Pogrom, noun, masculine.
Word directly adopted with a precise and even a special meaning by other
languages, and in particular French.
Philologically the word pogrom is composed of the root “grom” and the
prefix “po.” (Note in this respect that the word “progrom,” frequently
employed by the French press in the place and with the meaning of pogrom
is an error, a mutilation of the real term. The word “progrom” has no
meaning, the prefix “pro” in Russian having a meaning that cannot be
adapted to the root “grom.” The word “progrom” is thus non-existent.)
Using the root “grom” the Russian language forms the verb “gromit” which
means to devastate, sack, massacre. Taking that same root “grom” and
adding the prefix “po” we get the noun “pogrom,” which means the act of
devastating, sacking, massacring. (Adding to the same root “grom”
another Russian prefix “raz” we obtain another noun, “razgrom,” which
also means devastation, ruin. But while the word “razgrom,” aside from
its special meaning of military debacle, means a purely material
devastation or disorder, provoked by natural or unavoidable forces, the
term “pogrom” clearly means an act of sacking or massacre that is
conscious, voluntary, and premeditated rather than spontaneous, carried
out by several people with the goal of devastating, sacking, destroying,
pillaging, harming, assassinating, or massacring.)
We thus mean by pogrom, in the general meaning of the term, every
voluntary act of more or less serious devastation or destruction of
material values as well as human life; an insane savage act carried out
by several people, or rather an unleashed mob pushed to this crime by
blind hatred and anger, by a nearly pathological thirst for vengeance,
violence, blood.
But if we used this term only in its general meaning there would be no
reason for it to be borrowed from Russian by foreign languages.
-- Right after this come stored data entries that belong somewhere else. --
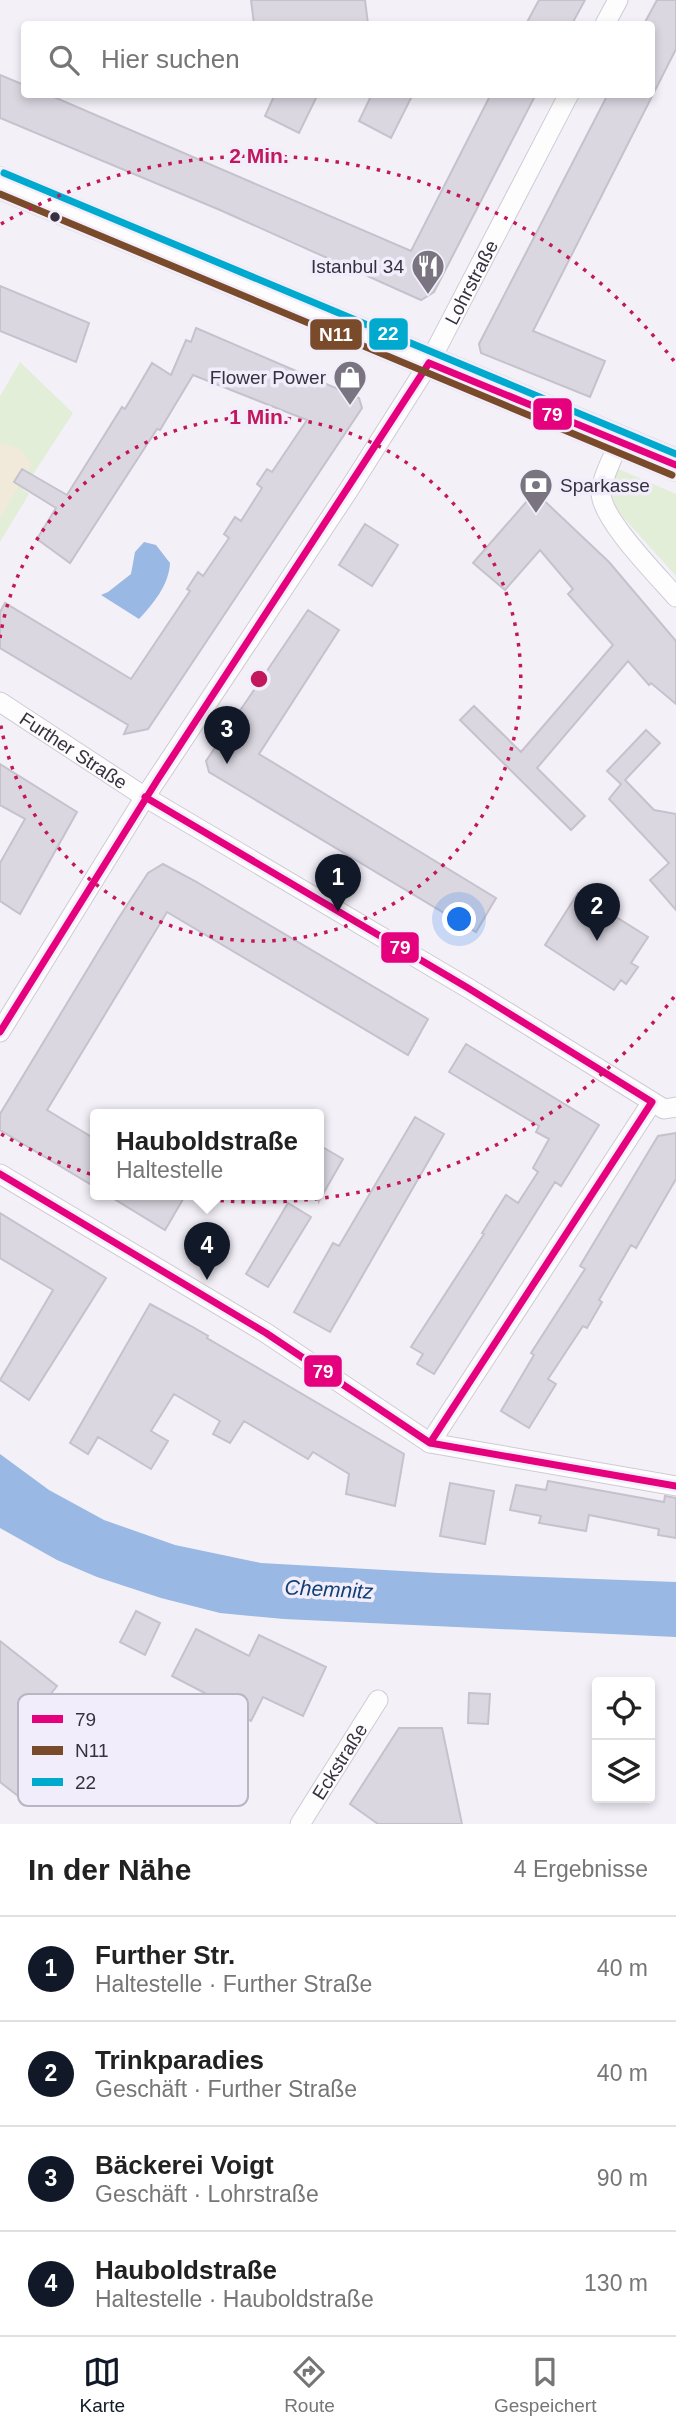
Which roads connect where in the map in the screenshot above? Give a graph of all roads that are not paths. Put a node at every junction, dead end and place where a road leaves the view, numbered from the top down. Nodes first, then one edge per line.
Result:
1 (618, 0) edge
2 (607, 21) edge
3 (567, 98) edge
4 (0, 183) edge
5 (429, 363) junction
6 (620, 442) junction
7 (676, 465) edge
8 (676, 597) edge
9 (0, 702) edge
10 (145, 797) junction
11 (0, 1032) edge
12 (652, 1101) junction
13 (676, 1107) edge
14 (0, 1174) edge
15 (430, 1443) junction
16 (676, 1486) edge
17 (379, 1700) dead end
18 (300, 1824) edge

1 - 2 street
3 - 5 street, Lohrstraße
4 - 5 main road
5 - 6 main road
5 - 10 street, Lohrstraße
6 - 7 main road
6 - 8 street
9 - 10 street, Further Straße
10 - 11 street, Lohrstraße
10 - 12 street, Further Straße
12 - 13 street
12 - 15 street
14 - 15 street
15 - 16 street
17 - 18 street, Eckstraße

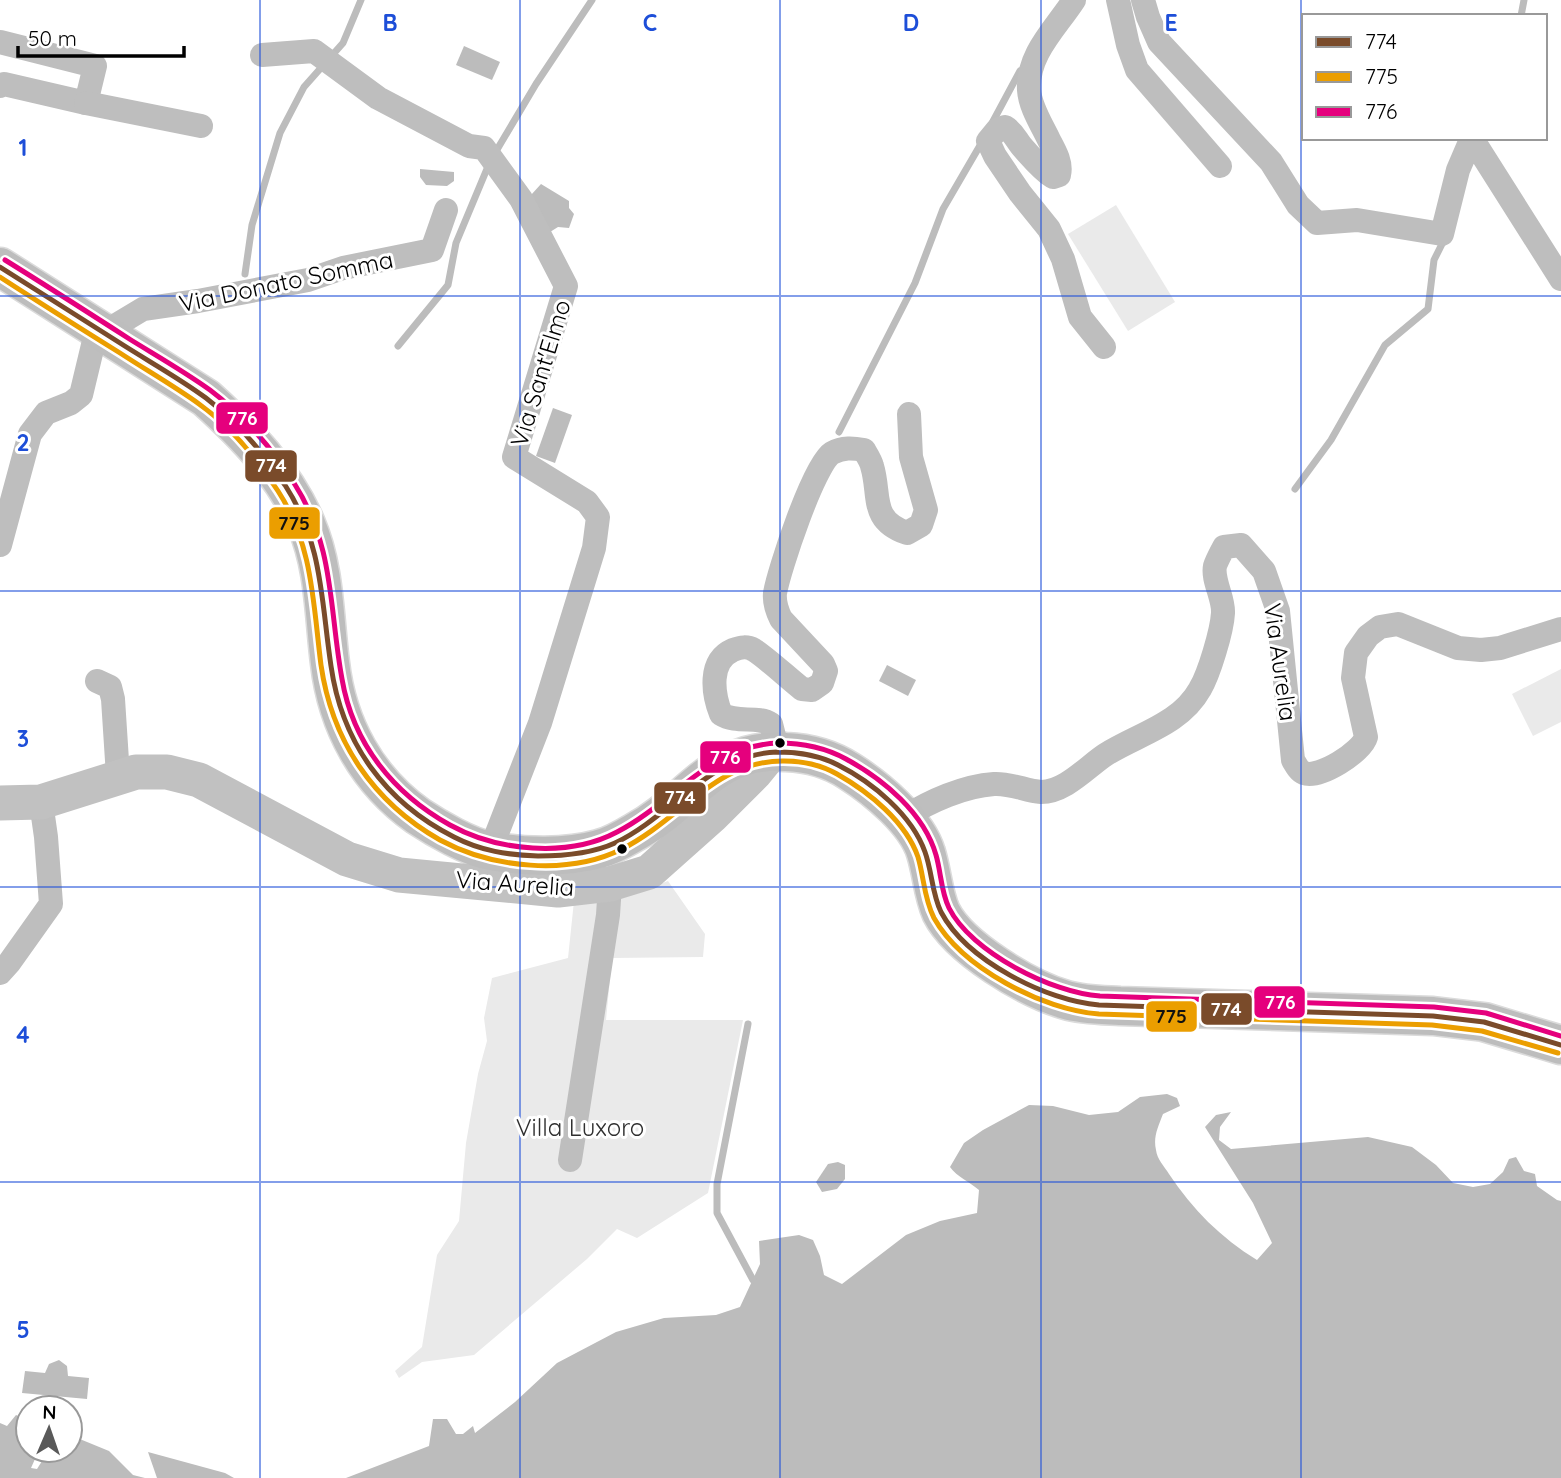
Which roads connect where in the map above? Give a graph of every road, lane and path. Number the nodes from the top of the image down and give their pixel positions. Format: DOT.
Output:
graph roads {
  1 [pos="1074,0"];
  2 [pos="1101,0"];
  3 [pos="1143,0"];
  4 [pos="1120,10"];
  5 [pos="0,42"];
  6 [pos="262,55"];
  7 [pos="0,86"];
  8 [pos="86,103"];
  9 [pos="201,126"];
  10 [pos="1220,166"];
  11 [pos="446,210"];
  12 [pos="0,267"];
  13 [pos="1561,279"];
  14 [pos="103,333"];
  15 [pos="1104,347"];
  16 [pos="909,414"];
  17 [pos="0,545"];
  18 [pos="1561,629"];
  19 [pos="97,681"];
  20 [pos="773,751"];
  21 [pos="118,776"];
  22 [pos="41,802"];
  23 [pos="0,803"];
  24 [pos="905,817"];
  25 [pos="490,851"];
  26 [pos="610,884"];
  27 [pos="5,968"];
  28 [pos="1546,1039"];
  29 [pos="570,1160"];
  1 -- 15 [label="street"];
  2 -- 4 [label="street"];
  3 -- 13 [label="street"];
  4 -- 10 [label="street"];
  5 -- 8 [label="street"];
  6 -- 25 [label="street, Via Sant'Elmo"];
  7 -- 8 [label="street"];
  8 -- 9 [label="street"];
  11 -- 14 [label="street, Via Donato Somma"];
  12 -- 14 [label="main road"];
  14 -- 17 [label="street"];
  14 -- 25 [label="main road"];
  16 -- 20 [label="street"];
  18 -- 24 [label="street, Via Aurelia"];
  19 -- 21 [label="street"];
  20 -- 24 [label="main road"];
  20 -- 25 [label="main road"];
  20 -- 26 [label="street, Via Aurelia"];
  21 -- 22 [label="street, Via Aurelia"];
  21 -- 26 [label="street, Via Aurelia"];
  22 -- 23 [label="street, Via Aurelia"];
  22 -- 27 [label="street"];
  24 -- 28 [label="main road"];
  26 -- 29 [label="street"];
}
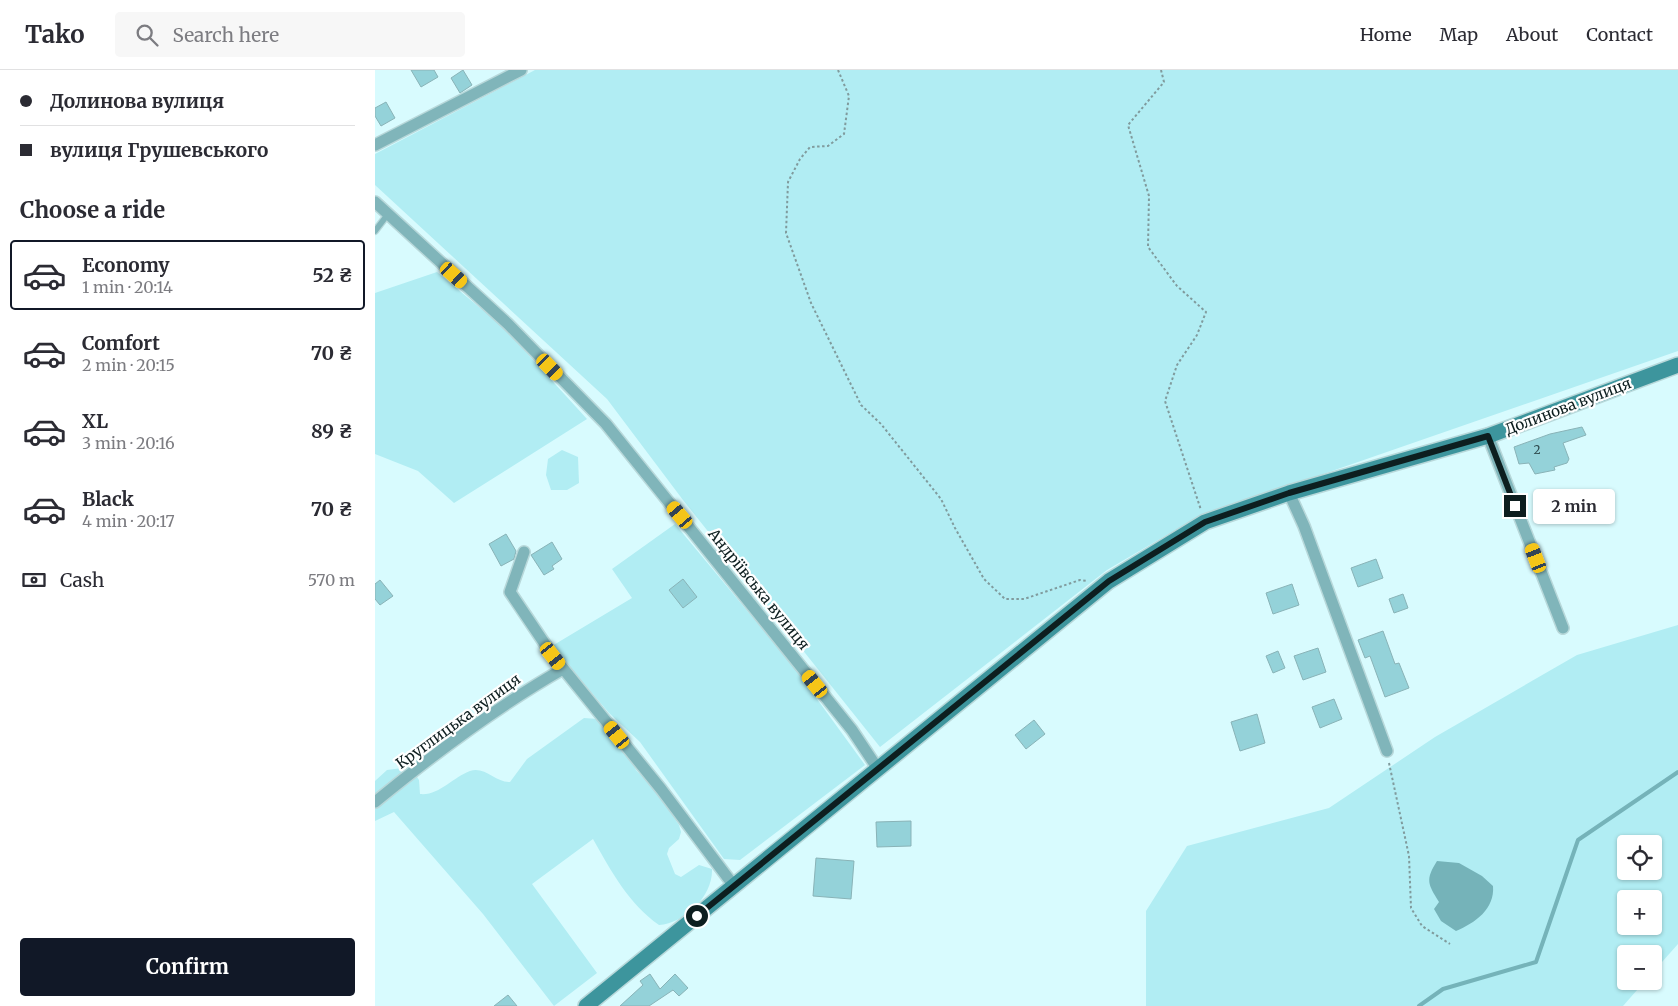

The word
massacre, for example, would largely suffice in the French language. And
in fact, all the “pogroms” that have taken place throughout history, in
France and in other countries, religious, political, and other pogroms,
are qualified as massacres in French.
In borrowing the word pogrom from the Russian language the aim was to
designate something completely special, something specifically Russian.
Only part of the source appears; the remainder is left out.